Essence: The WIKIBASE Data Model should be altered to allow properly modeling uncertainty.

The missing feature edit

The nature of technology is to impose classification and if it is just by using generic data types. Everything that is to be captured by digital technology is to be classified in a particular way -- there is no circumvention. With that in mind, trying to classify reality is kind of a fond operation. Although this statement may be disputed fiercely, classifying (as it as the nature of digitizing) reality was the motor powering the idea of Wikidata. Consequently, the WIKIBASE Data Model was designed to be as liberal and unobtrusive as possible to allow modeling the real world as meaningful and extensive as possible with, very basically, key-value pairs.

Constraints do exist, though on a rather low level only, with one of the most basic constraints being that a Value Snak's value has to conform to the Data Type of the Property used in the Snak. Another constraint is that a Value Snak may capture just one single value only.

The consequence of the latter is that, with Statements essentially being Snaks backed by References, a constraint is implicitly imposed on a Snak's source that may not be obvious. Controversially formulated: A primary source may specify one dedicated value for a particular Property only.

Reality is uncertain edit

Uncertainty is part of everyday life and everyday life is captured and aggregated by media that may act as source for Statements. Statistical estimations, measurements, diverging eye-witness accounts are a source for uncertainty just like unclear medieval handwriting or torn documents. Some weather forecasting may predict rain or snow, mathematical formulas with some variable may result in multiple alternative outcomes. Whether all of that needs to be captured in any sense is not a question the software WIKIBASE should answer and, following the intention of offering a most flexible data model, WIKIBASE should not prevent any uncertainty from being captured, unless the principle is to not allow capturing any uncertainty at all.

Examples edit

There are several natures of uncertainty, most prominently demonstrated by the following examples. These examples are used throughout the remaining elaboration.

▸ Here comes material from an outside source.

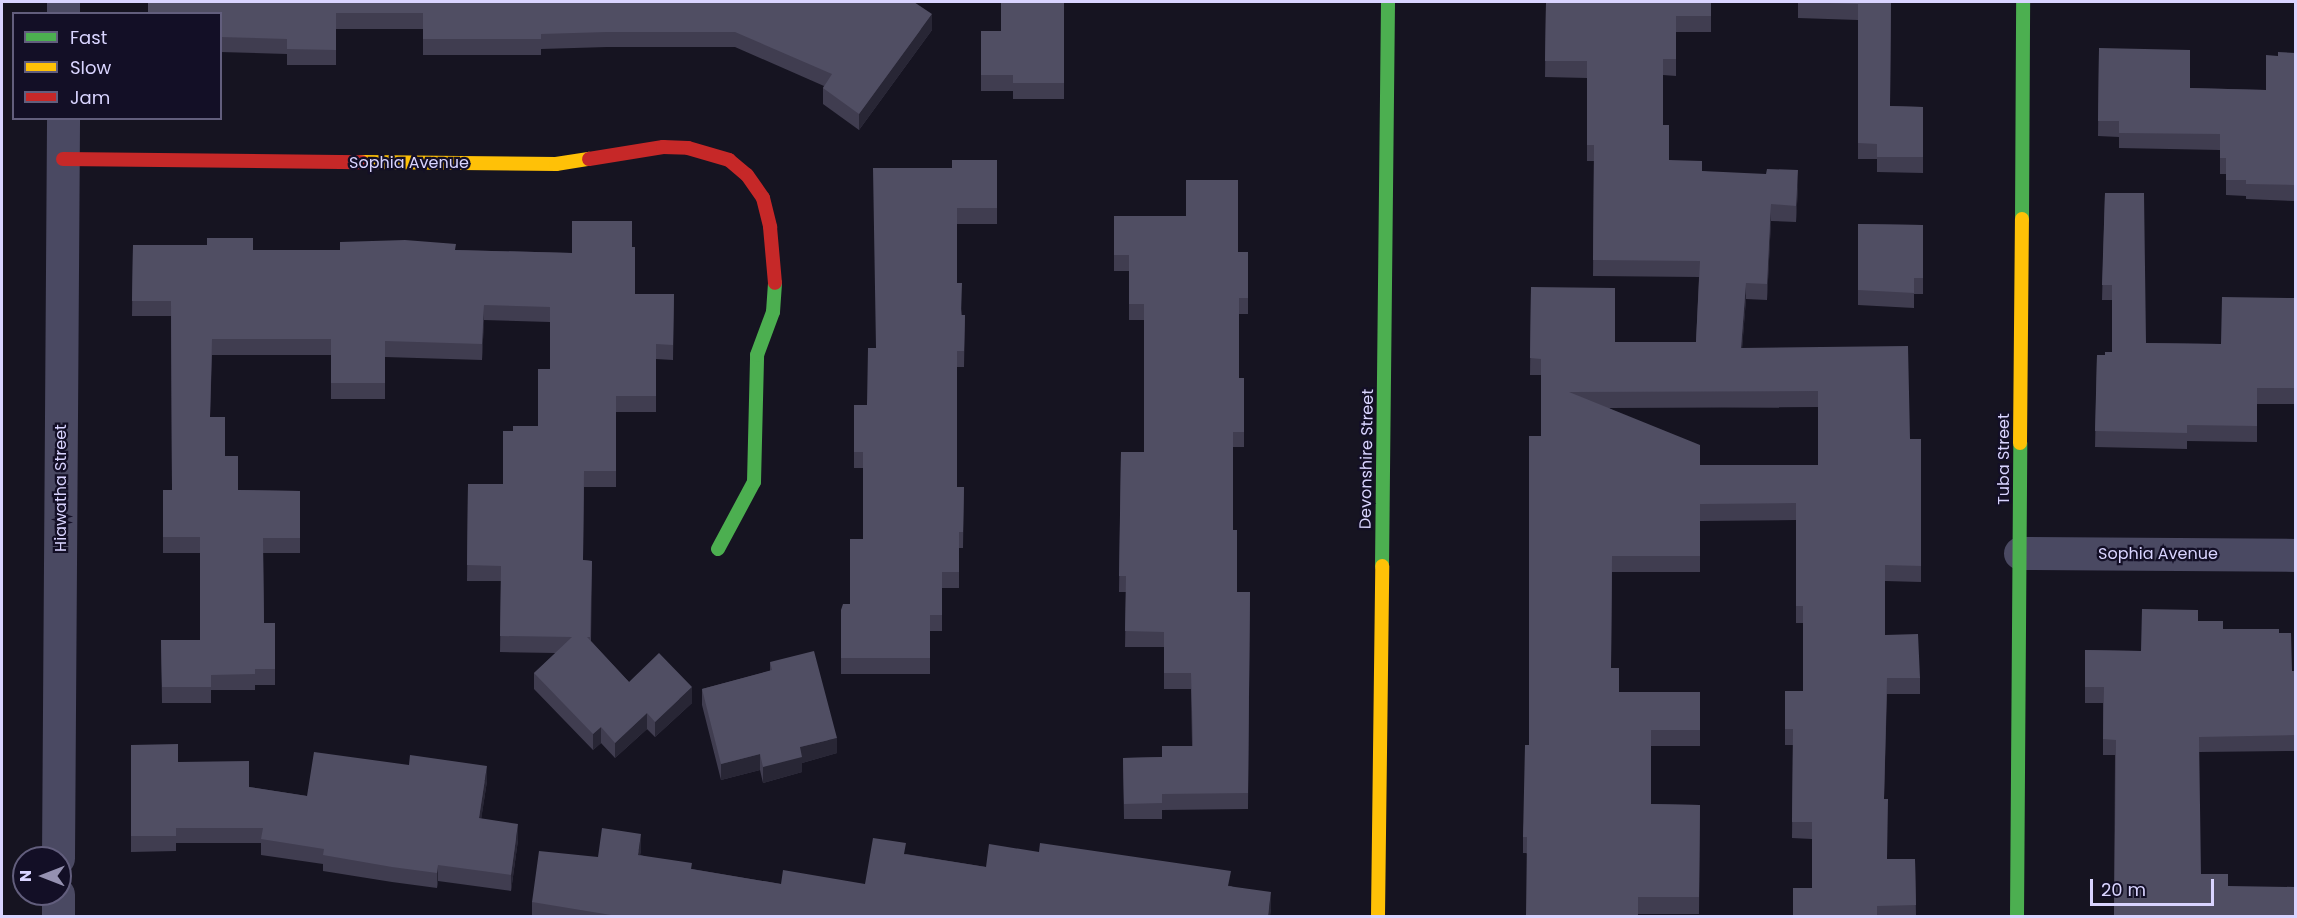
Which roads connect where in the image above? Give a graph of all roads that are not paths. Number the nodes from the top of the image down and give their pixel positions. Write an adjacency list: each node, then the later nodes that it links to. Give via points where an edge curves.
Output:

  • Range uncertainty: The distance between Berlin and Beijing is 7,353 km. The measurement's resolution is 1 km. Hence, the real distance is actually somewhere between 7,352.5 km and 7,353.5 km.
  • Alternative values: Abraham von Freising died either on 7 June 993 or 7 June 994. The alternatives may result from a torn historical document.
  • Likelihood: Robin of Locksley is stated to have been Robin Hood as to some source while other sources object that statement. Who, in fact, happened to be Robin Hood or whether he is just some legend remains unclear.

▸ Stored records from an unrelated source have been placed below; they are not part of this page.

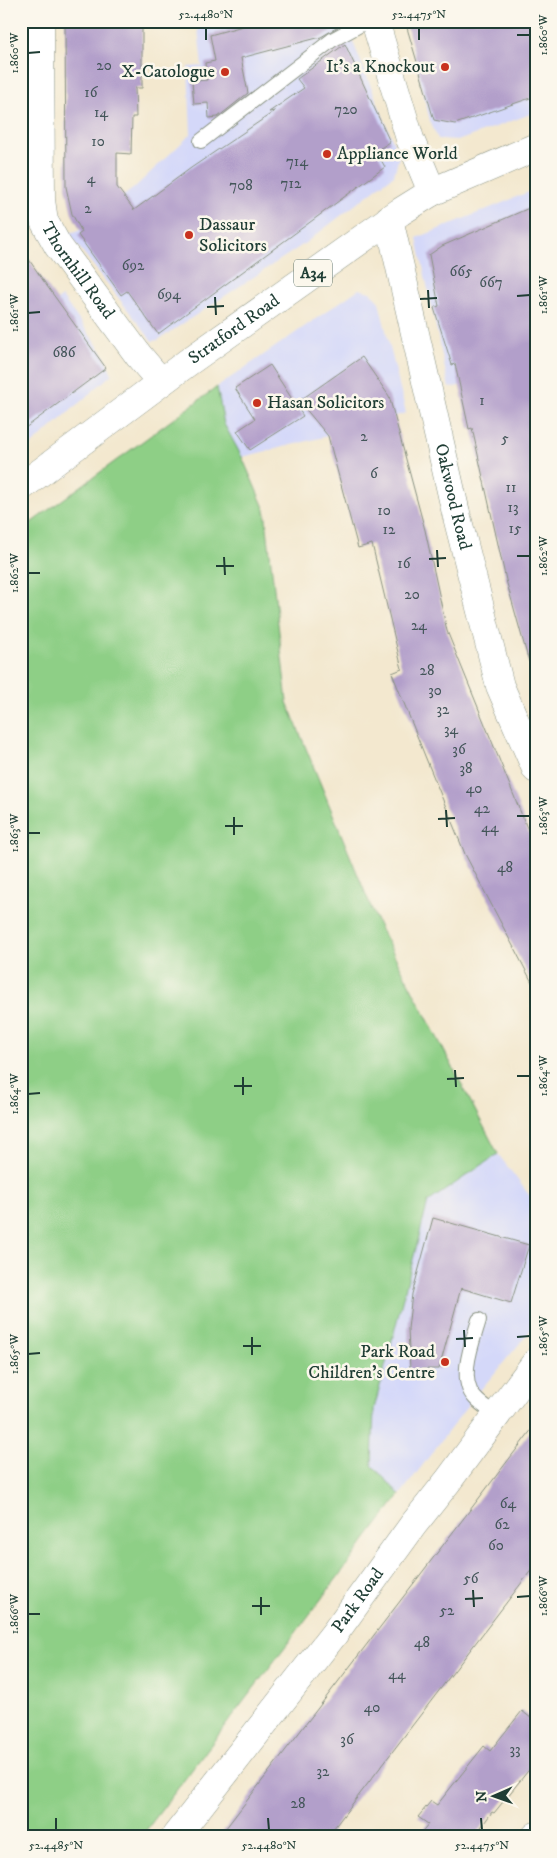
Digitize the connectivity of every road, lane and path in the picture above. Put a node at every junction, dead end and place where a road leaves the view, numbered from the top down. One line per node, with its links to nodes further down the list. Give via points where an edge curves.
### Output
1 (40, 21): 8 (main road, Thornhill Road, via 41,200 44,221 58,246)
2 (367, 21): 4 (lane, via 332,40)
3 (375, 21): 6 (main road, via 410,139)
4 (201, 142)
5 (536, 147): 6 (main road, Stratford Road / A34)
6 (432, 192): 7 (main road, Stratford Road / A34)
7 (389, 219): 8 (main road, Stratford Road / A34); 10 (main road, Oakwood Road, via 456,513 500,686)
8 (161, 382): 9 (main road, Stratford Road / A34)
9 (21, 487)
10 (536, 769)
11 (479, 1320): 13 (lane, via 468,1357 467,1379 474,1397)
12 (536, 1362): 13 (main road, Park Road)
13 (497, 1416): 14 (main road, Park Road, via 334,1634)
14 (175, 1837)

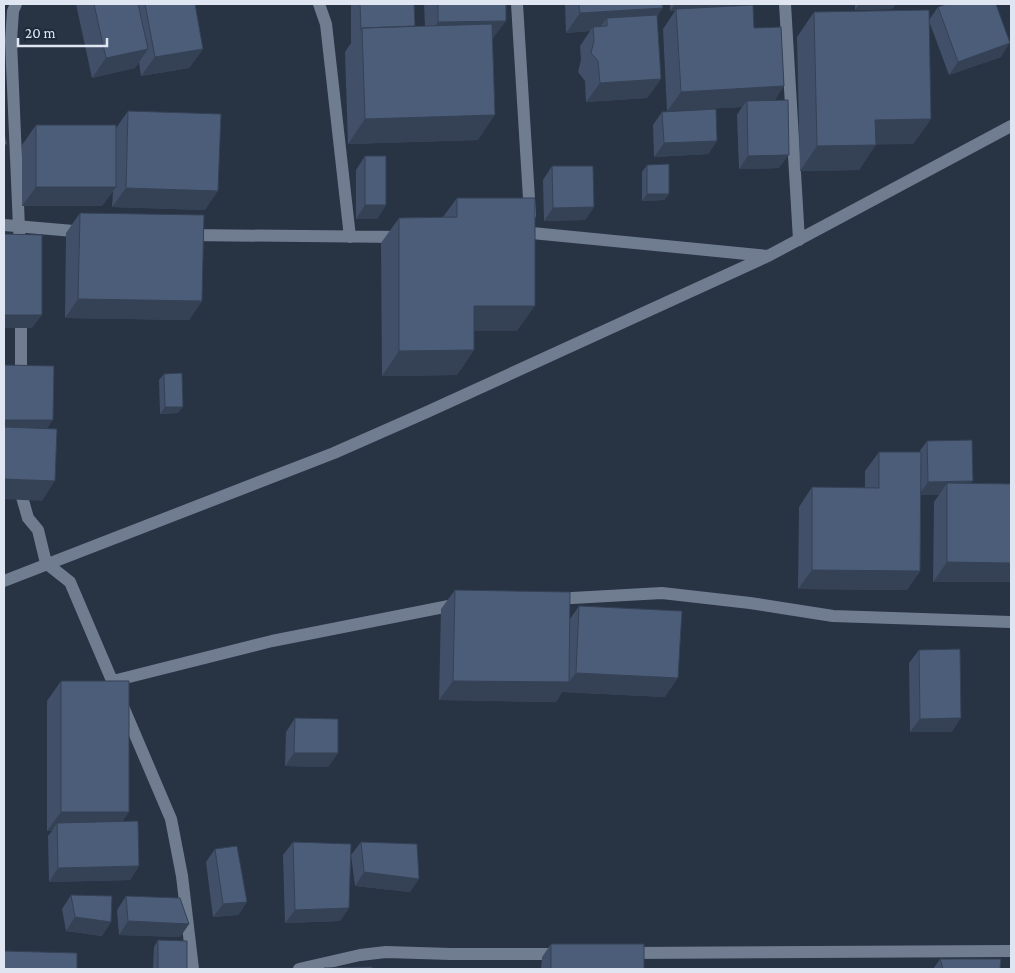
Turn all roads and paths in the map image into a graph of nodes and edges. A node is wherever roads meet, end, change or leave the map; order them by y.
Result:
1 (16, 4) edge
2 (319, 4) edge
3 (517, 4) edge
4 (785, 4) edge
5 (1011, 126) edge
6 (4, 225) edge
7 (20, 226) junction
8 (95, 233) edge
9 (532, 233) junction
10 (504, 234) edge
11 (173, 235) edge
12 (350, 237) junction
13 (419, 238) edge
14 (799, 240) junction
15 (768, 256) junction
16 (20, 265) edge
17 (21, 294) edge
18 (21, 390) edge
19 (22, 468) edge
20 (46, 563) junction
21 (4, 581) edge
22 (542, 599) edge
23 (472, 603) edge
24 (1011, 622) edge
25 (112, 682) junction
26 (1011, 951) edge
27 (569, 954) edge
28 (618, 954) edge
29 (193, 969) edge
30 (299, 969) edge

1 - 7 street
2 - 12 street
3 - 9 street
4 - 14 street
5 - 14 street
6 - 7 street
7 - 8 street
7 - 16 street
9 - 10 street
9 - 15 street
11 - 12 street
12 - 13 street
14 - 15 street
15 - 20 street
17 - 18 street
19 - 20 street
20 - 21 street
20 - 25 street
22 - 24 street
23 - 25 street
25 - 29 street
26 - 28 street
27 - 30 street

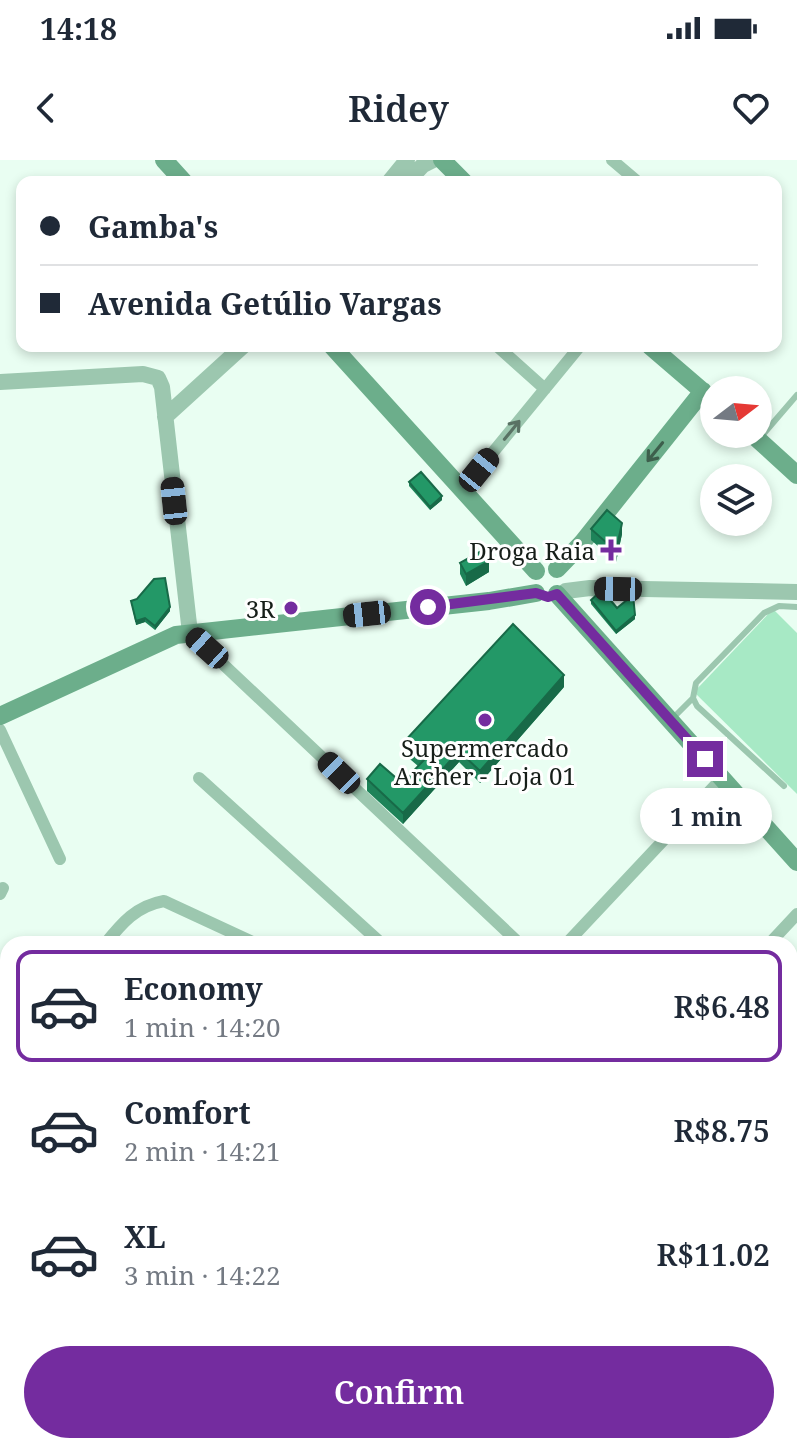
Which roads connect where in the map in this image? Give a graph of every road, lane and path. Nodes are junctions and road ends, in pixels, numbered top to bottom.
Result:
1 (407, 160) edge
2 (612, 160) edge
3 (439, 161) edge
4 (394, 176) edge
5 (413, 176) edge
6 (457, 176) edge
7 (631, 176) edge
8 (236, 352) edge
9 (337, 352) edge
10 (504, 352) edge
11 (575, 352) edge
12 (657, 352) edge
13 (0, 382) edge
14 (700, 388) edge
15 (545, 389) junction
16 (797, 395) edge
17 (700, 406) edge
18 (165, 417) junction
19 (772, 420) edge
20 (767, 448) edge
21 (797, 475) edge
22 (462, 490) junction
23 (536, 571) junction
24 (560, 587) junction
25 (797, 592) edge
26 (536, 593) junction
27 (797, 607) edge
28 (190, 633) junction
29 (693, 698) junction
30 (0, 716) edge
31 (671, 721) junction
32 (0, 730) edge
33 (199, 778) dead end
34 (722, 778) junction
35 (784, 786) dead end
36 (60, 859) dead end
37 (797, 862) edge
38 (797, 914) edge
39 (111, 936) edge
40 (240, 936) edge
41 (373, 936) edge
42 (512, 936) edge
43 (574, 936) edge
44 (776, 936) edge

1 - 4 street
2 - 7 street
3 - 5 street
3 - 6 main road
8 - 18 street
9 - 22 main road
10 - 15 street
11 - 15 street
12 - 14 main road
13 - 18 street
22 -> 15 street
16 - 19 lane
17 -> 24 main road
18 - 28 street
20 - 21 main road
22 - 23 main road
23 - 24 main road
23 - 26 main road
24 - 25 street
24 - 26 main road
24 - 31 main road
26 - 28 main road
27 - 29 lane
28 - 30 main road
28 - 42 street
29 - 31 lane
29 - 35 lane
31 - 34 main road
32 - 36 street
33 - 41 street
34 - 37 main road
34 - 43 street
38 - 44 street
39 - 40 street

Should uncertainty be captured at all? edit

The answer on how to handle uncertainty may be given radically: Capture no uncertainty at all pointing on the argument that it cannot be modeled properly -- and maybe should not even be modeled at all. Imposing such a standard, however, requires extensive measures and manual checking. Avoiding uncertainty slip into the data base is an unmanageable task. By simply not supporting uncertainty, uncertain values will find their way into the data base by those, in the worst case, being treated like certain values:

  • The distance between Berlin and Beijing is exactly 7,353 km -- the uncertainty deriving from the scale is just omitted.
  • 7 June 993 and 7 June 994 may be specified separately as Abraham von Freising's date of death resulting in him showing up to have died in 993 as well as in 994 when issuing a query for persons who died in the particular years; Alternatively, since in reality there is no such thing as two death dates (which, made like that, is actually a daring statement), one date may just be omitted relabeling that date to certainty.
  • The assumption that Robin of Locksley might have been Robin Hood may be coined to certainty by stating that Robin of Locksley was Robin Hood backing it with the source the statement originates from, as a Statement is just about reflecting the source's statement. The Statement could be assigned the deprecated Rank. However, as the mystery of Robin Hood remains unclear, there is no proof that the Statement, in fact, is deprecated.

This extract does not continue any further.